Collect each line of the records containing the string "this".

Available data:

>>>

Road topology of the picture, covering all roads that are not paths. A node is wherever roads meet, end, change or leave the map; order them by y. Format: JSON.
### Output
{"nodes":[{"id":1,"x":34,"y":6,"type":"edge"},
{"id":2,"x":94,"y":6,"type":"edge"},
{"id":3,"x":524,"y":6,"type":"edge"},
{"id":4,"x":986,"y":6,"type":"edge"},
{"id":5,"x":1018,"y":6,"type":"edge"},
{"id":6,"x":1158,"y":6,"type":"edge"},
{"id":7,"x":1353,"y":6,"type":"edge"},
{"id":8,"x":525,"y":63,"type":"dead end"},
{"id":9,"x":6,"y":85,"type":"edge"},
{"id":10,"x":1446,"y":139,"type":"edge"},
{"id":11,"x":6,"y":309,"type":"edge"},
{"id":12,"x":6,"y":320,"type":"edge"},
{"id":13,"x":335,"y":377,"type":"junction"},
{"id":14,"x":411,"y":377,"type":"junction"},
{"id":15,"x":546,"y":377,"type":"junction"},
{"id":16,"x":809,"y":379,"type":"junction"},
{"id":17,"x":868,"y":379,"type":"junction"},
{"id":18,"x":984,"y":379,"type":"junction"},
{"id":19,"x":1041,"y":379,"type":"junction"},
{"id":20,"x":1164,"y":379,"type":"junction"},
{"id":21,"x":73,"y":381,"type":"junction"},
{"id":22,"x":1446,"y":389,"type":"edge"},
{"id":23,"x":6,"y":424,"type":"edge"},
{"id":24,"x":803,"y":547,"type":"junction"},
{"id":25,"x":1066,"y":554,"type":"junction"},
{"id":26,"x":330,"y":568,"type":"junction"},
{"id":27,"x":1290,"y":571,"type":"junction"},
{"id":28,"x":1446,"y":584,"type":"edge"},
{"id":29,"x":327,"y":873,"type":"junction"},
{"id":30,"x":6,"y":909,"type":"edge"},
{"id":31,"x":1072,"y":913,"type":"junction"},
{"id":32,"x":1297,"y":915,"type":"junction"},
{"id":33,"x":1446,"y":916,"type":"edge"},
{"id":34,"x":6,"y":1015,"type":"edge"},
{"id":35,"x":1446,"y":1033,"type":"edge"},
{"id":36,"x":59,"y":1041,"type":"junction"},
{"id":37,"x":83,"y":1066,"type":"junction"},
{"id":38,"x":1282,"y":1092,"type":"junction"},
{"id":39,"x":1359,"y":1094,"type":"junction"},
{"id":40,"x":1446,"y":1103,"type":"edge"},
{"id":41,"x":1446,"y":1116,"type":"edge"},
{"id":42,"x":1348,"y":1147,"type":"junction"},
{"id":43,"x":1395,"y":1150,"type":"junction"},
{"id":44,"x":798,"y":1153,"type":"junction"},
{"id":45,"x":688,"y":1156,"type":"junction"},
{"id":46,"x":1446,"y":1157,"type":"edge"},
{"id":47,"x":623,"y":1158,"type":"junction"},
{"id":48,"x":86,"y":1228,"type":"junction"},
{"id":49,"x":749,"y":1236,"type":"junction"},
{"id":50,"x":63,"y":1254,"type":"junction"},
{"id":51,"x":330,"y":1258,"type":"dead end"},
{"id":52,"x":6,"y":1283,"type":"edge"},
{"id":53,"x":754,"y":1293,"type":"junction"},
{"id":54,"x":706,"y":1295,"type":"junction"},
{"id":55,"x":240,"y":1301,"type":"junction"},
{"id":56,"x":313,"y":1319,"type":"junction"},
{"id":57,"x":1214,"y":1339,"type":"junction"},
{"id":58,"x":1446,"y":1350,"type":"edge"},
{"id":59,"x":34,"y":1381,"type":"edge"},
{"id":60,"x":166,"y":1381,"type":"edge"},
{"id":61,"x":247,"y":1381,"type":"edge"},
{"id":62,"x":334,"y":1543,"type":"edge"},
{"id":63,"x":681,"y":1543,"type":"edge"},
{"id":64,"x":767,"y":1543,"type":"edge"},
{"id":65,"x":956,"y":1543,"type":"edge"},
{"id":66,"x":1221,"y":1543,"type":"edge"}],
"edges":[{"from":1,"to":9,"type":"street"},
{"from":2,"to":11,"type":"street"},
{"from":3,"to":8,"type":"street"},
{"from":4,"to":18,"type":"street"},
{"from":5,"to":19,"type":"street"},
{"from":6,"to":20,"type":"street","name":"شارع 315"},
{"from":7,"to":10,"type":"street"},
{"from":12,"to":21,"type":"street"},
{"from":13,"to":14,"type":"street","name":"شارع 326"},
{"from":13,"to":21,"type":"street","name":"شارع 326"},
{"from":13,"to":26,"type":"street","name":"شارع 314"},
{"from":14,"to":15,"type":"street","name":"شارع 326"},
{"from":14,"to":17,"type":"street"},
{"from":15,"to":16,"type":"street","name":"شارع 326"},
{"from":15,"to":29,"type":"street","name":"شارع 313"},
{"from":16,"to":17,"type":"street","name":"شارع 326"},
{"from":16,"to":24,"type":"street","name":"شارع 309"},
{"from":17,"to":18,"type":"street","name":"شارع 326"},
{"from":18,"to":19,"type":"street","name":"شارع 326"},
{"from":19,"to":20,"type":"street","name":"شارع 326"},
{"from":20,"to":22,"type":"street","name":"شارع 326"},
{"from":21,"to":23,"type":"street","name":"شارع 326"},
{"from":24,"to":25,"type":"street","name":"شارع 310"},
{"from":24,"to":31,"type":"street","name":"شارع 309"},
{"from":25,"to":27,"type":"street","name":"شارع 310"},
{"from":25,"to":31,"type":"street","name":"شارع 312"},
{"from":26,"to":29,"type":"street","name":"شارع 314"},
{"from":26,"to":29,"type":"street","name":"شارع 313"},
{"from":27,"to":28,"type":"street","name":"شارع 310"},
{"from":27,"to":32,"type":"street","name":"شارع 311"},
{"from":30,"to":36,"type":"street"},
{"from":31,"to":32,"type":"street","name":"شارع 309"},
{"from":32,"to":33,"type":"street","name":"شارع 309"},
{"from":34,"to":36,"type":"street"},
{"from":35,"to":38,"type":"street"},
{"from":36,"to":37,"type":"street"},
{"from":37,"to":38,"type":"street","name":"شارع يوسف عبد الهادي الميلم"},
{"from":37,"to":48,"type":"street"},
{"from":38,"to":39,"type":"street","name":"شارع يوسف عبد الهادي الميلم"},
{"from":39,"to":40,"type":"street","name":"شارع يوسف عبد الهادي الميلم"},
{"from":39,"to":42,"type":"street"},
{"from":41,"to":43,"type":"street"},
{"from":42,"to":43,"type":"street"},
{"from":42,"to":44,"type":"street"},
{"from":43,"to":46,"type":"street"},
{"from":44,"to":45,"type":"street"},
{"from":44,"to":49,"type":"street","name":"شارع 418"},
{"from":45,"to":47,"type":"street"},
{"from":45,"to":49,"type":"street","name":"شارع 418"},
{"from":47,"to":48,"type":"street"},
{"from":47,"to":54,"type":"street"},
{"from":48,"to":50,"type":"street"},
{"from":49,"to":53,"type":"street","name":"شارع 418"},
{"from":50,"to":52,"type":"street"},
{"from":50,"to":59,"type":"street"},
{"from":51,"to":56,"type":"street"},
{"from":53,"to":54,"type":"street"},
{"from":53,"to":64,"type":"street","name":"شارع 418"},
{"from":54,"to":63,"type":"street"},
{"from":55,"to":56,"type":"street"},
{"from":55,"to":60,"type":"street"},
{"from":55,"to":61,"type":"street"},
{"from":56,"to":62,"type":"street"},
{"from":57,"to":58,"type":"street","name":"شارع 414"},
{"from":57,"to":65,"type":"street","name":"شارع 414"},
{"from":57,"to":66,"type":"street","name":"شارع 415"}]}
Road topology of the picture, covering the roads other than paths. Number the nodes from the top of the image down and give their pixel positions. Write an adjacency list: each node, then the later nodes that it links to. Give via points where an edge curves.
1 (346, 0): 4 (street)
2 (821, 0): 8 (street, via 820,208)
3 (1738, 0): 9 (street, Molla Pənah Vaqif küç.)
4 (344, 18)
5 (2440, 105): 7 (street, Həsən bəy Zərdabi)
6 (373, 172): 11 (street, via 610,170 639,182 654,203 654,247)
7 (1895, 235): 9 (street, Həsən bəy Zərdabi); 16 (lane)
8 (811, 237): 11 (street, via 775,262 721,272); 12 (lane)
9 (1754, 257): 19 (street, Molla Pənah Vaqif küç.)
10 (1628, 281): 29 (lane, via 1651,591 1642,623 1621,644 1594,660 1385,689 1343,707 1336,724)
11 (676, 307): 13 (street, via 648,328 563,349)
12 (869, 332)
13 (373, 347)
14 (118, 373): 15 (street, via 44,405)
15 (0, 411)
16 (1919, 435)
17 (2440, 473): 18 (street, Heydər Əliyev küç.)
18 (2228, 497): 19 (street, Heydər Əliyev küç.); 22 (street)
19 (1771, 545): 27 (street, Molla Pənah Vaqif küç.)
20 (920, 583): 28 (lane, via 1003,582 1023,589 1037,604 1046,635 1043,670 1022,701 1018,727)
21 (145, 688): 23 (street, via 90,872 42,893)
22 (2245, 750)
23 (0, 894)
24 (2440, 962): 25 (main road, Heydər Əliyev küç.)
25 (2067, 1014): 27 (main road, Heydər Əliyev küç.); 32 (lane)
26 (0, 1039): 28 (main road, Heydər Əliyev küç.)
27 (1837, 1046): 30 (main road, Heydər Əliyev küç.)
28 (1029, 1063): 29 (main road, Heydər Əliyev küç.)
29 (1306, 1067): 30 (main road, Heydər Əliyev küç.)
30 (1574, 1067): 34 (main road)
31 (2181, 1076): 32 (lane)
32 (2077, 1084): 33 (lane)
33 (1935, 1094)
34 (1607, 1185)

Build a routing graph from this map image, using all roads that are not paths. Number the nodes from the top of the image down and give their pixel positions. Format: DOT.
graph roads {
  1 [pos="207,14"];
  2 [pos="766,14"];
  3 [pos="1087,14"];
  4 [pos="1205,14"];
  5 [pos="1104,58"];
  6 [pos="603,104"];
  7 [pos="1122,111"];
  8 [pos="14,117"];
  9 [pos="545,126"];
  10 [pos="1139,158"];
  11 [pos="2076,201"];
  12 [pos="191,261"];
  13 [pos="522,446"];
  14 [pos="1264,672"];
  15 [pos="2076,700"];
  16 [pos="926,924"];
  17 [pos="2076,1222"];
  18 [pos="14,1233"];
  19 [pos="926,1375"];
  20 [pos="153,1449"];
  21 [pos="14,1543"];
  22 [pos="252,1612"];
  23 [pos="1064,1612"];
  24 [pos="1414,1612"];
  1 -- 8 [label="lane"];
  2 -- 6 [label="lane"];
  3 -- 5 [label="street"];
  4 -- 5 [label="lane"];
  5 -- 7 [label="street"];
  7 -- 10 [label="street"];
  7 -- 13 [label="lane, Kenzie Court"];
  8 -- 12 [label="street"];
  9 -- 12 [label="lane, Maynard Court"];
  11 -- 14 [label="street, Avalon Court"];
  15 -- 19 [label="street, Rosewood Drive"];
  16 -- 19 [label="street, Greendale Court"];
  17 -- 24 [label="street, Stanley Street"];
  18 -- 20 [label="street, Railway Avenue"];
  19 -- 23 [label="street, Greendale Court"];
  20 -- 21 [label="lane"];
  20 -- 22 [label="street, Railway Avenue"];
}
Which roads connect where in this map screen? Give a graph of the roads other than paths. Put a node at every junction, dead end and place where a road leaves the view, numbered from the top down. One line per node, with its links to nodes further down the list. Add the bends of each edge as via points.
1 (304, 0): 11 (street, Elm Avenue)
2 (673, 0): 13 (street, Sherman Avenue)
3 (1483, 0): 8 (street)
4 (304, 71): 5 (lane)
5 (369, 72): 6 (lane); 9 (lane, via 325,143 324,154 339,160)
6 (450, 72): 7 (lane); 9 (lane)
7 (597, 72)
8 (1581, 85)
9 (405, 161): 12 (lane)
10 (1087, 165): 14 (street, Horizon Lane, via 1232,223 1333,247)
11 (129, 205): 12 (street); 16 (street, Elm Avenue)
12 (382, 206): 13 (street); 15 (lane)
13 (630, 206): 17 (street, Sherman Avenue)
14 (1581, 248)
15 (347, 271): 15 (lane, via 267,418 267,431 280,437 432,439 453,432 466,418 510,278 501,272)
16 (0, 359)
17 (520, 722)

<<<

Task result:
Build a routing graph from this map image, using all roads that are not paths. Number the nodes from the top of the image down and give their pixel positions. Format: DOT.
Which roads connect where in this map screen? Give a graph of the roads other than paths. Put a node at every junction, dead end and place where a road leaves the view, numbered from the top down. One line per node, with its links to nodes further down the list. Add the bends of each edge as via points.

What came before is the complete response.